Task instructions – Taking the line that contains "Write the network" as the first, copy exactly every line through the last line of the records, and nothing else.

Dataset records –

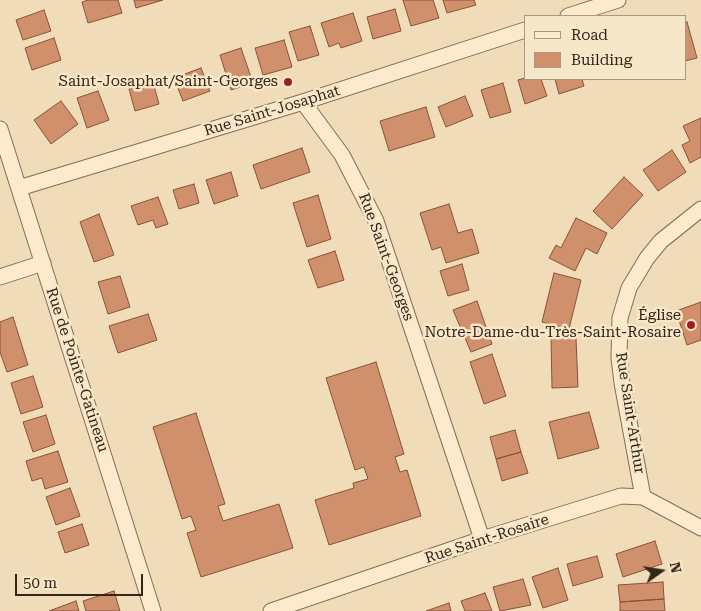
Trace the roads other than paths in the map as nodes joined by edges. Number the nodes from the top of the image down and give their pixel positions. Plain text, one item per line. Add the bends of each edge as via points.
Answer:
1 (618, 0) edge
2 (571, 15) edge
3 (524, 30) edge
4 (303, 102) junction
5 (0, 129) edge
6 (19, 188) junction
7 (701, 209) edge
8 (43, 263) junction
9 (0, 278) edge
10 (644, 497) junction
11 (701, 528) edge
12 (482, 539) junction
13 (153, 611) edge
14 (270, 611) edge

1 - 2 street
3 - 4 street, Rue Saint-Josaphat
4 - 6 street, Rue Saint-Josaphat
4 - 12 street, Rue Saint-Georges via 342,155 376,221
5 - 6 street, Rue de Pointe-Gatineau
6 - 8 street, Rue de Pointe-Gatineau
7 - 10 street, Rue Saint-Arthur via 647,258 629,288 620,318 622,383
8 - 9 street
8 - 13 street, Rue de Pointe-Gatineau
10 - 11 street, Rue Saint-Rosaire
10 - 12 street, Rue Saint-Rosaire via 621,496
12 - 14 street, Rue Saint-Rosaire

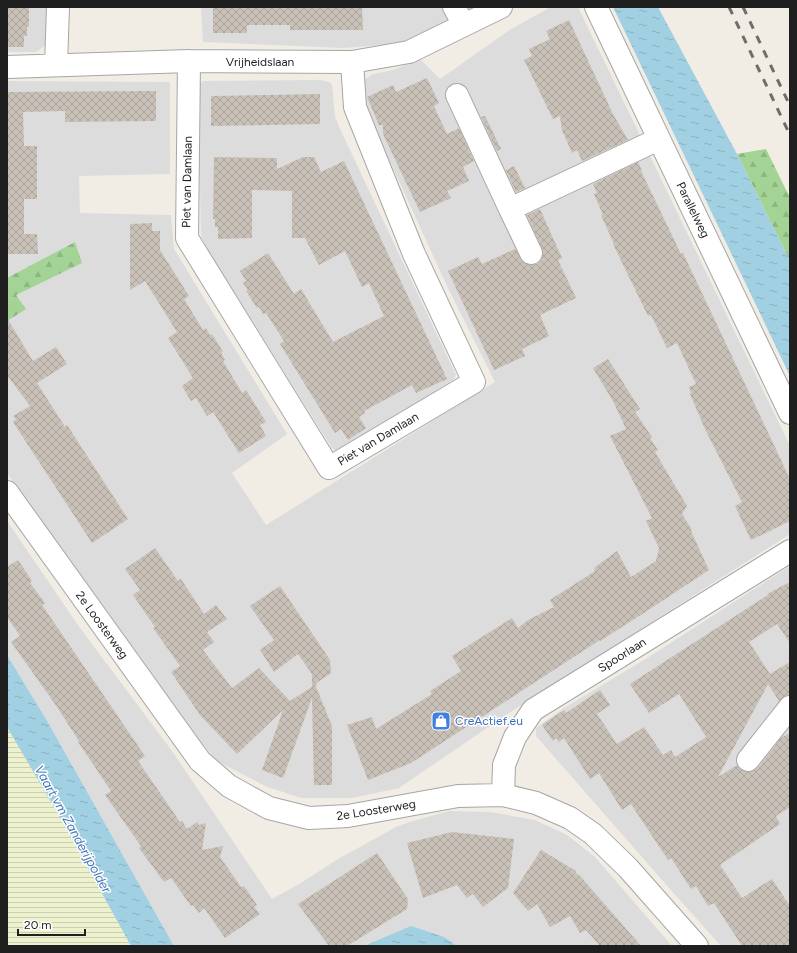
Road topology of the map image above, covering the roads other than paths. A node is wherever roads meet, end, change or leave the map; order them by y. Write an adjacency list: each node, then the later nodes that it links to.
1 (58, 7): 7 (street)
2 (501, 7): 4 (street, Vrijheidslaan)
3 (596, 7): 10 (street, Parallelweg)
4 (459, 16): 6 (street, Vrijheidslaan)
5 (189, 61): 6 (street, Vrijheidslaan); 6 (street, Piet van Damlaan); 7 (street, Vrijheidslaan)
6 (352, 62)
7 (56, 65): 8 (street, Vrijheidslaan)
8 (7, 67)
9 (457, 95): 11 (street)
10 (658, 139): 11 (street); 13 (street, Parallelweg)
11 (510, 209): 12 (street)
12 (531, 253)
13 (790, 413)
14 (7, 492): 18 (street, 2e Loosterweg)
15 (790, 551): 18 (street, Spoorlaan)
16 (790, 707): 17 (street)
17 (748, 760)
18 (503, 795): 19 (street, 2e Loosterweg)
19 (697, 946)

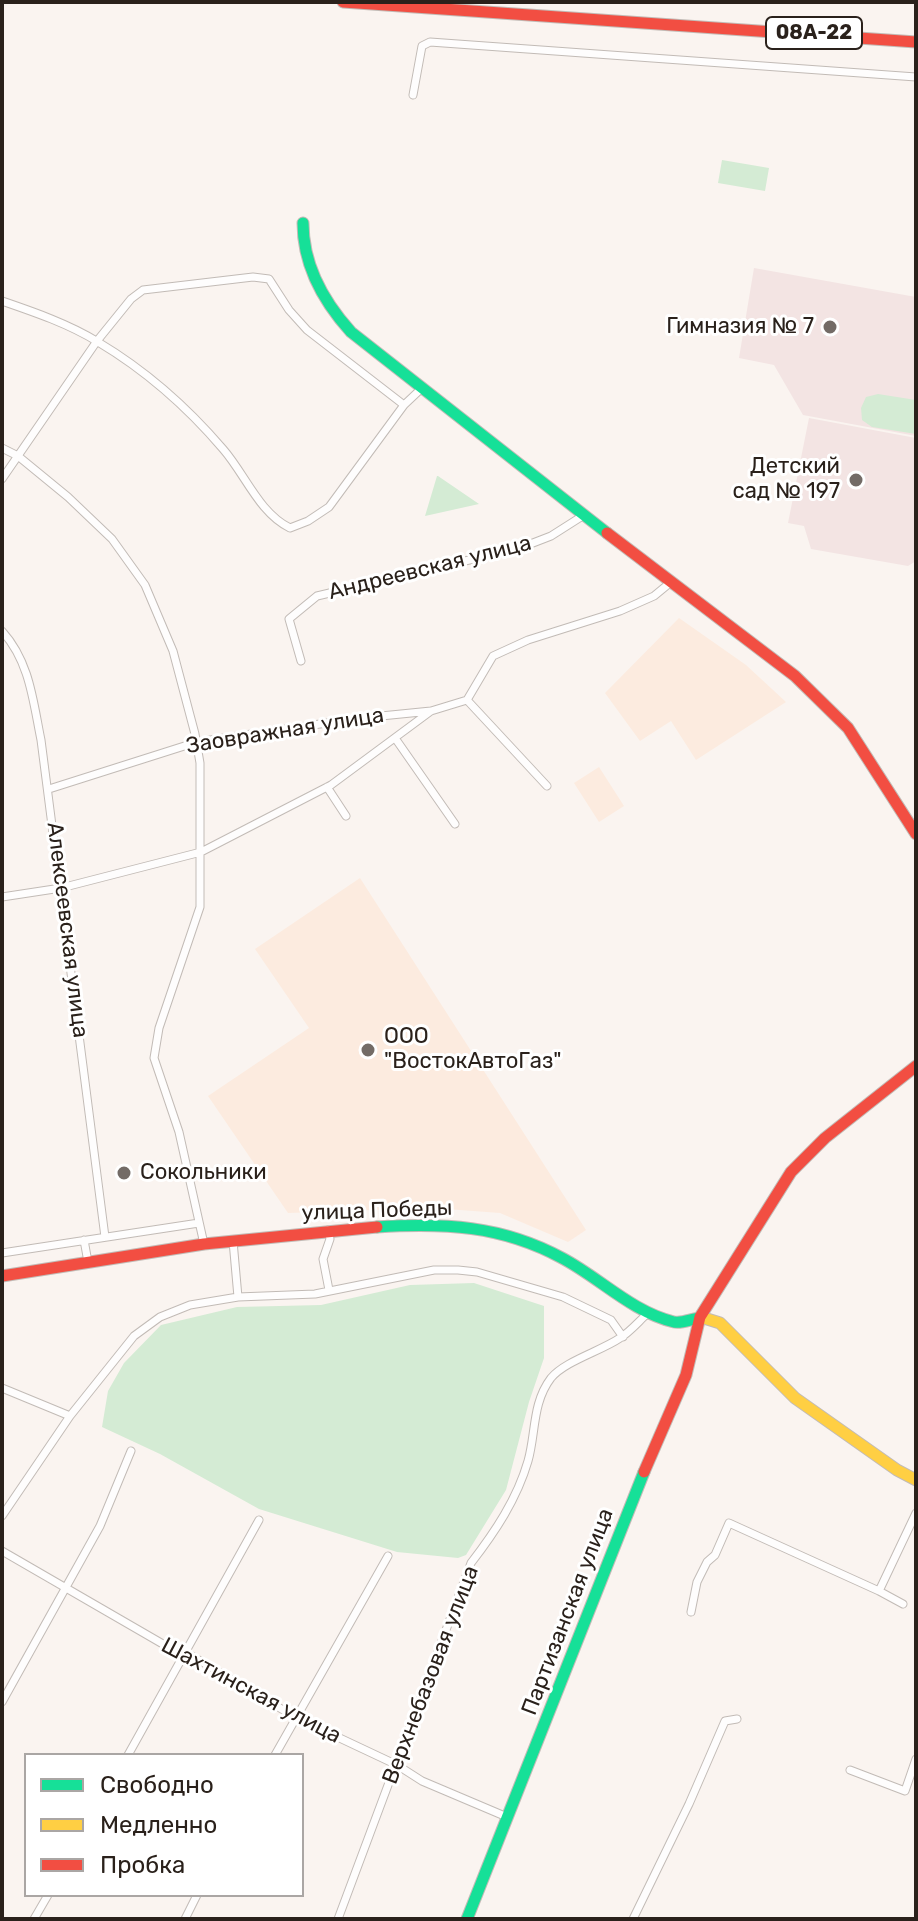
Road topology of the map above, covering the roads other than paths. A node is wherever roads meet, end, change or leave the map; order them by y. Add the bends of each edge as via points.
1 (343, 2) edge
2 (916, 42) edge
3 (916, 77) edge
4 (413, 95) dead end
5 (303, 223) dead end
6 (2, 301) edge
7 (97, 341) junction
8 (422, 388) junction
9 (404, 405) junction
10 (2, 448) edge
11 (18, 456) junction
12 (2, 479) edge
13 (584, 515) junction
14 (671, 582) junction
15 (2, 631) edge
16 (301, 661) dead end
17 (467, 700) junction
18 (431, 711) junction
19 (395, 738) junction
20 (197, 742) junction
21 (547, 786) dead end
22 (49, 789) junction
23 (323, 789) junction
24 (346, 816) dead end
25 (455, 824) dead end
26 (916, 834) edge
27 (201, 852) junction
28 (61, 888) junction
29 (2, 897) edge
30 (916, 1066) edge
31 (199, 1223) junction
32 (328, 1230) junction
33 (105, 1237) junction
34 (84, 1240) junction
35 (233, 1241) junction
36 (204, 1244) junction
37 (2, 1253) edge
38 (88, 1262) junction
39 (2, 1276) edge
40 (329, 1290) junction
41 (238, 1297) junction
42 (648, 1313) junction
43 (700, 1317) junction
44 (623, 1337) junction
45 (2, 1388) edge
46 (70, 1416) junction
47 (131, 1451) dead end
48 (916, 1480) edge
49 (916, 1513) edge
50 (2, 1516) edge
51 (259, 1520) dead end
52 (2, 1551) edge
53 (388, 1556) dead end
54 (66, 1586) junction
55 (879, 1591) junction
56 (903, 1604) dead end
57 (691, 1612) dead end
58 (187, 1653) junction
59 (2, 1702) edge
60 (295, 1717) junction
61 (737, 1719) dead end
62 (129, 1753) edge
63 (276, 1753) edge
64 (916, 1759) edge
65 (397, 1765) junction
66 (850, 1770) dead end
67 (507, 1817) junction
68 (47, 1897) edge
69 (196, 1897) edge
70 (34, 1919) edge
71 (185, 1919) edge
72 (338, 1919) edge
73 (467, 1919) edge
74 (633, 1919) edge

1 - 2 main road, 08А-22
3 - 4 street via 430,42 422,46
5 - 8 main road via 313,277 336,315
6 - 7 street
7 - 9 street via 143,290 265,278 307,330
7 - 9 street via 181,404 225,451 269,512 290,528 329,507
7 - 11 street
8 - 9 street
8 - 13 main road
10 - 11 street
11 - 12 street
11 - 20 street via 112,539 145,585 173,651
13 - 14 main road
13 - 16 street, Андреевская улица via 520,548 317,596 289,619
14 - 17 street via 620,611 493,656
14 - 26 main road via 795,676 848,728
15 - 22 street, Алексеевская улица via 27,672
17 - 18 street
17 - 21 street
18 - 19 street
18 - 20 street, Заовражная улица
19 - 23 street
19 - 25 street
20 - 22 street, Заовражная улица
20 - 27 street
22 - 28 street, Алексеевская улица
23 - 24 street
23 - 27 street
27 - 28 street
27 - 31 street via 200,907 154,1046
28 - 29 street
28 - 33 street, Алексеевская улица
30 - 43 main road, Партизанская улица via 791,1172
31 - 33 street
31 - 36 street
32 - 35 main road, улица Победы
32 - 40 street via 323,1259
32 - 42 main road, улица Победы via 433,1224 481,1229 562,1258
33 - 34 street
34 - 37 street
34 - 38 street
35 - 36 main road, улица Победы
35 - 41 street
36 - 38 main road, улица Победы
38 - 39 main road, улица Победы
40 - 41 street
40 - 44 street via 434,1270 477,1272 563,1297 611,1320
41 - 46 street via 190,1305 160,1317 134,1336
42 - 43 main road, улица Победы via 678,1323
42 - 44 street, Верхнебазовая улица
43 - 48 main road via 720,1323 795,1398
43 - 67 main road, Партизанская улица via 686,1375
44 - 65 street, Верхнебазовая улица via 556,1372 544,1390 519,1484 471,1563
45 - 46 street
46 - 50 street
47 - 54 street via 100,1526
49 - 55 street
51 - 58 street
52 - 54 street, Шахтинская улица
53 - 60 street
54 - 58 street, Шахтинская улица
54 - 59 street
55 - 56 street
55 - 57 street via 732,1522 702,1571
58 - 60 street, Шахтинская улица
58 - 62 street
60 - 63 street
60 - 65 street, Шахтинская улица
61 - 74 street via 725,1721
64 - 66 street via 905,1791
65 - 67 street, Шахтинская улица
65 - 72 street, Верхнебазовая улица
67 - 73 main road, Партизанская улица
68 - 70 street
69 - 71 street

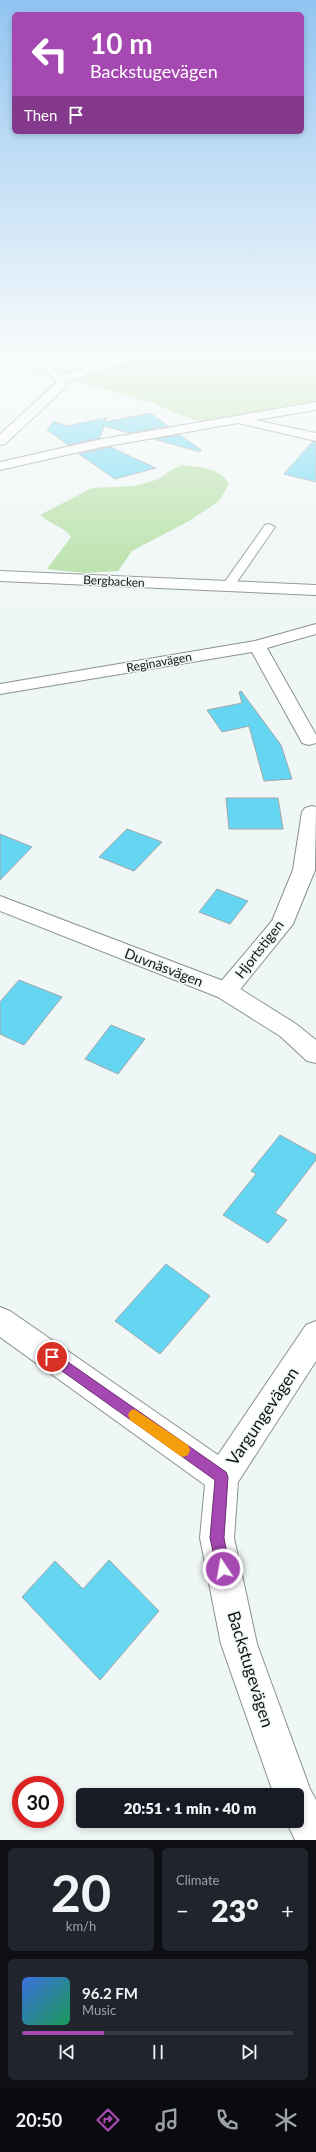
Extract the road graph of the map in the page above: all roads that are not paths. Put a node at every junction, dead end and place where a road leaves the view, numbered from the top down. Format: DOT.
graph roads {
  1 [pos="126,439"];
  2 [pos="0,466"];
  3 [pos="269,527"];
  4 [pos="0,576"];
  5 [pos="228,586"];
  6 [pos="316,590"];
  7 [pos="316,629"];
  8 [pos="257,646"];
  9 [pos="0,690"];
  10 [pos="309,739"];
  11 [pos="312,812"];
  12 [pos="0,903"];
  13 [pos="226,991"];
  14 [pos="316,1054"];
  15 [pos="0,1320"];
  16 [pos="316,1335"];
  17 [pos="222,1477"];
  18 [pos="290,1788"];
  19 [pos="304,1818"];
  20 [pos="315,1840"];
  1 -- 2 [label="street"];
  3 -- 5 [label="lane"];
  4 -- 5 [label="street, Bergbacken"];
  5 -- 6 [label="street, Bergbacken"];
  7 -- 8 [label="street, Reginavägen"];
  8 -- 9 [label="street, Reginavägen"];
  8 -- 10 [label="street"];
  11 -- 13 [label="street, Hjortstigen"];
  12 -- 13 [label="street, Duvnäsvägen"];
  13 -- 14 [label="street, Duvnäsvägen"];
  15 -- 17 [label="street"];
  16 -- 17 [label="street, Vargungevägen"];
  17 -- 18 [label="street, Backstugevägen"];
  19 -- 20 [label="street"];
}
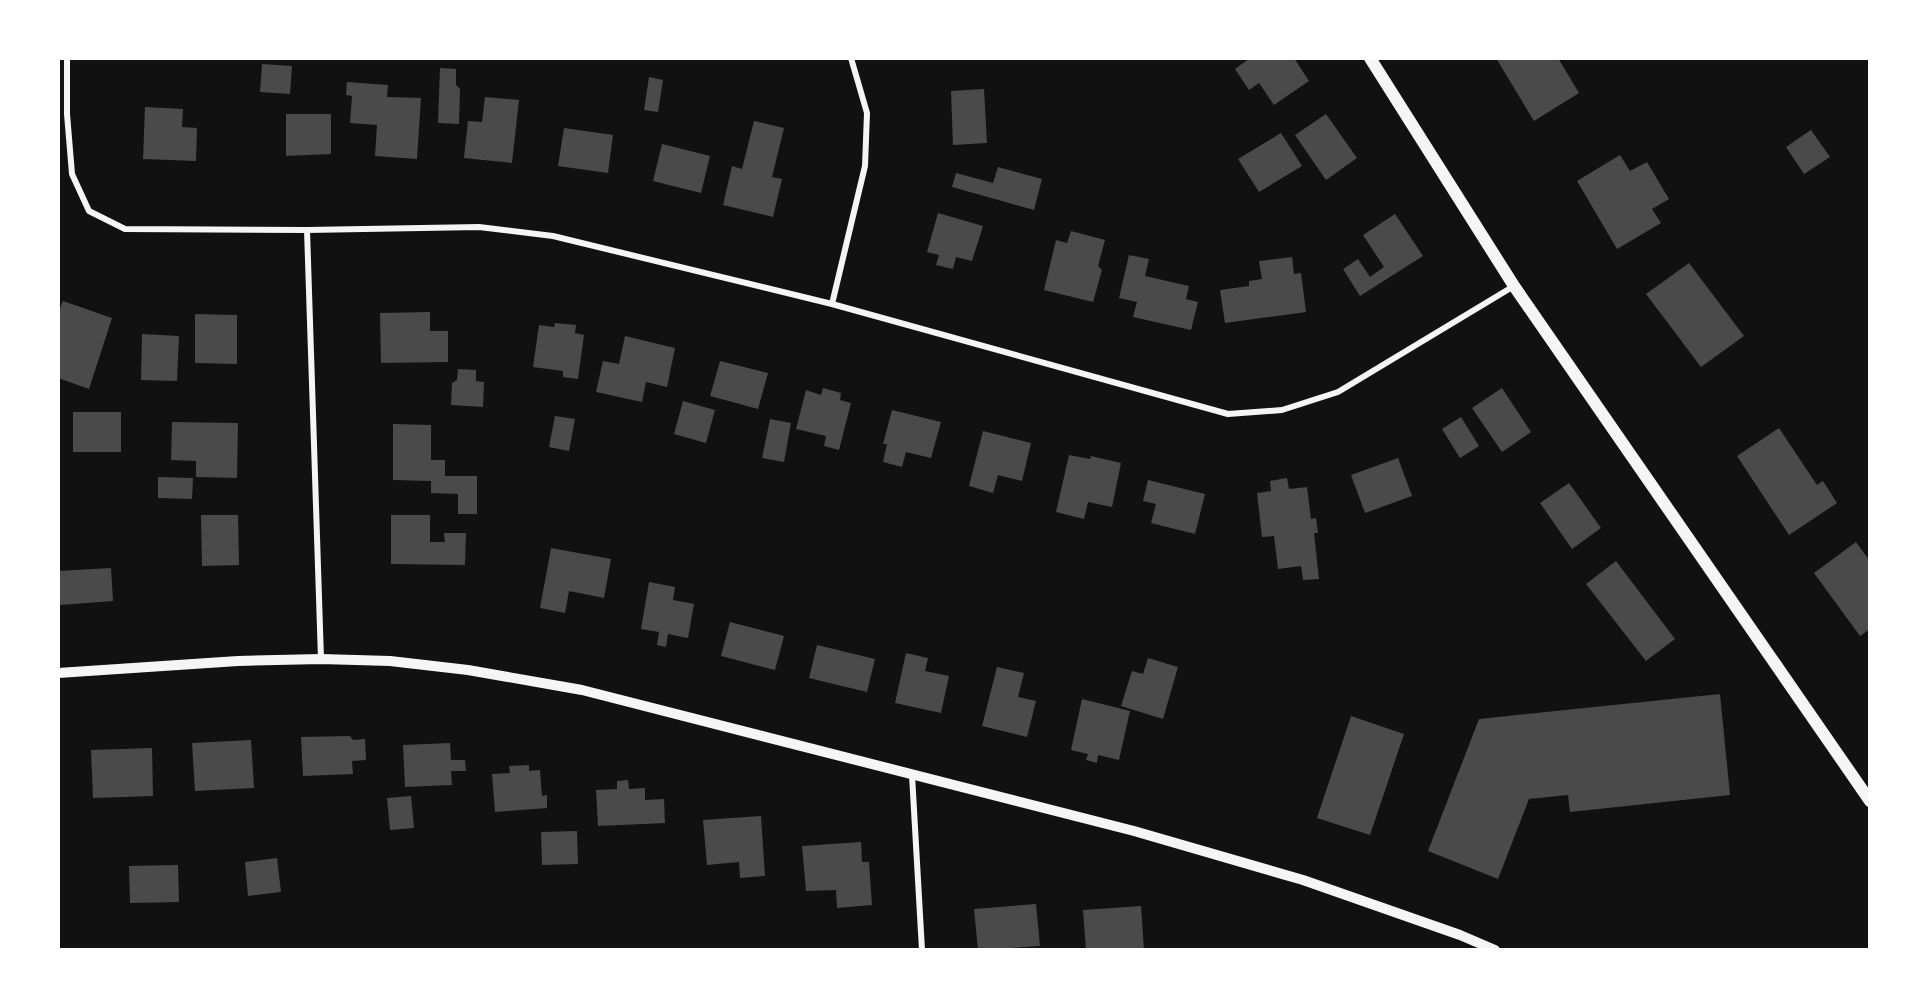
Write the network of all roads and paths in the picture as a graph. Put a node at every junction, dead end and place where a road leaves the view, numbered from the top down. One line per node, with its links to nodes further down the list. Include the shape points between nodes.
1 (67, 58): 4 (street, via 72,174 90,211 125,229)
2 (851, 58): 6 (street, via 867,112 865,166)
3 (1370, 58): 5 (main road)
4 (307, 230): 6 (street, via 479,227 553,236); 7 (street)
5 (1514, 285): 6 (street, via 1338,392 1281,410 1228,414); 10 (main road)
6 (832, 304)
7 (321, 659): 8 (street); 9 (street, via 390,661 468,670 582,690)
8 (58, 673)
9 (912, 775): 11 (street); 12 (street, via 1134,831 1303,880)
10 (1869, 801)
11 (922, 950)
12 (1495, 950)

Response below –
Write the network of all roads and paths in the picture as a graph. Put a node at every junction, dead end and place where a road leaves the view, numbered from the top down. One line per node, with its links to nodes further down the list. Include the shape points between nodes.
1 (67, 58): 4 (street, via 72,174 90,211 125,229)
2 (851, 58): 6 (street, via 867,112 865,166)
3 (1370, 58): 5 (main road)
4 (307, 230): 6 (street, via 479,227 553,236); 7 (street)
5 (1514, 285): 6 (street, via 1338,392 1281,410 1228,414); 10 (main road)
6 (832, 304)
7 (321, 659): 8 (street); 9 (street, via 390,661 468,670 582,690)
8 (58, 673)
9 (912, 775): 11 (street); 12 (street, via 1134,831 1303,880)
10 (1869, 801)
11 (922, 950)
12 (1495, 950)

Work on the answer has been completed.